What was claimed
Price inflation is “soaring” at a two year high of 1%.
Our verdict
It’s correct that consumer price inflation is at a two year high. But that’s far from a “soaring” rate of inflation.
Price inflation is “soaring” at a two year high of 1%.
It’s correct that consumer price inflation is at a two year high. But that’s far from a “soaring” rate of inflation.
“UK inflation soars to two-year high”.
Evening Standard, 18 October 2016
It’s correct that prices are rising faster than at any point in the past two years.

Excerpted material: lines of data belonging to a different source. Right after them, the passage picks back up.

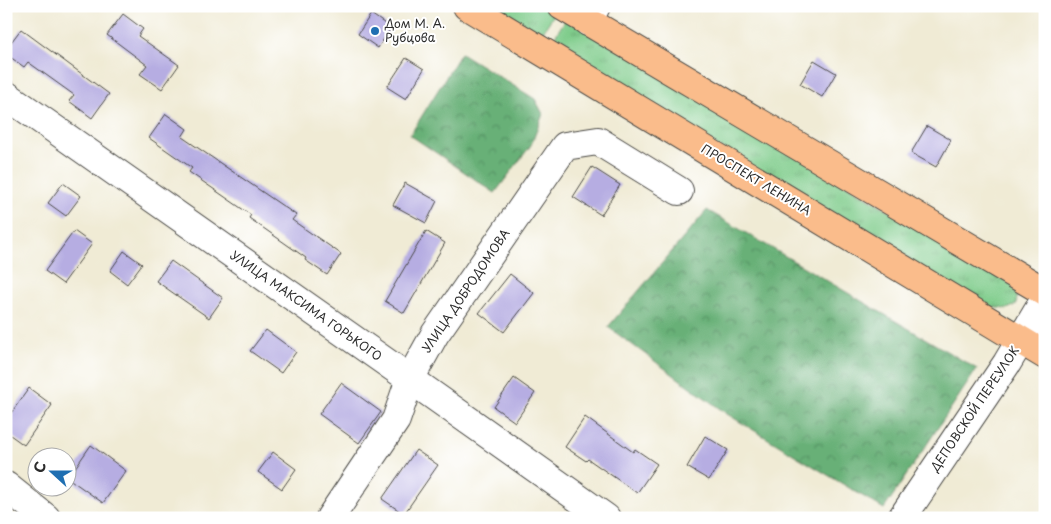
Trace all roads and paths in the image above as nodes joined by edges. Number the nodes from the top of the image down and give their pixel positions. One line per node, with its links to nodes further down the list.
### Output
1 (467, 6): 8 (main road, ПРОСПЕКТ ЛЕНИНА)
2 (562, 6): 3 (main road)
3 (592, 14): 6 (main road)
4 (6, 95): 10 (street, УЛИЦА МАКСИМА ГОРЬКОГО)
5 (679, 191): 10 (street, УЛИЦА ДОБРОДОМОВА)
6 (1045, 292)
7 (1045, 299): 8 (street, ДЕПОВСКОЙ ПЕРЕУЛОК)
8 (1021, 340): 9 (main road, ПРОСПЕКТ ЛЕНИНА); 15 (street, ДЕПОВСКОЙ ПЕРЕУЛОК)
9 (1045, 355)
10 (410, 379): 13 (street, УЛИЦА ДОБРОДОМОВА); 14 (street, УЛИЦА МАКСИМА ГОРЬКОГО)
11 (6, 486): 12 (street)
12 (46, 518)
13 (330, 518)
14 (606, 518)
15 (902, 518)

They’re also rising 0.4% faster than the Office for Budget Responsibility expected before the referendum.
But by historic standards, the current 1% rate of inflation is still relatively low.
And it’s not uncommon for the rate of inflation to rise by 0.4 percentage points from month to month, as it did between August and September. It’s done that in one out of every six months since 1990.
By most standards, 1% is still a low rate of inflation. The Bank of England’s target is double that, at 2%.
For the past two years, the inflation rate has been so low that Mark Carney, the Bank’s governor, has been required to write quarterly letters to the Chancellor explaining why the Bank is missing its target by more than 1%.
The Bank’s target is “symmetric”, which means that it’s not necessarily better for inflation to be too low than too high.
It’s also a flexible target. It’s considered okay for inflation to be a little higher or lower, if that’s what’s needed to keep the economy growing and employment high.
And 2% inflation might not be the target for ever. There’s nothing magical about the number, it’s just what most central banks judge to be a good target. Some people have argued that central banks should be aiming for higher rates of inflation, like 4%.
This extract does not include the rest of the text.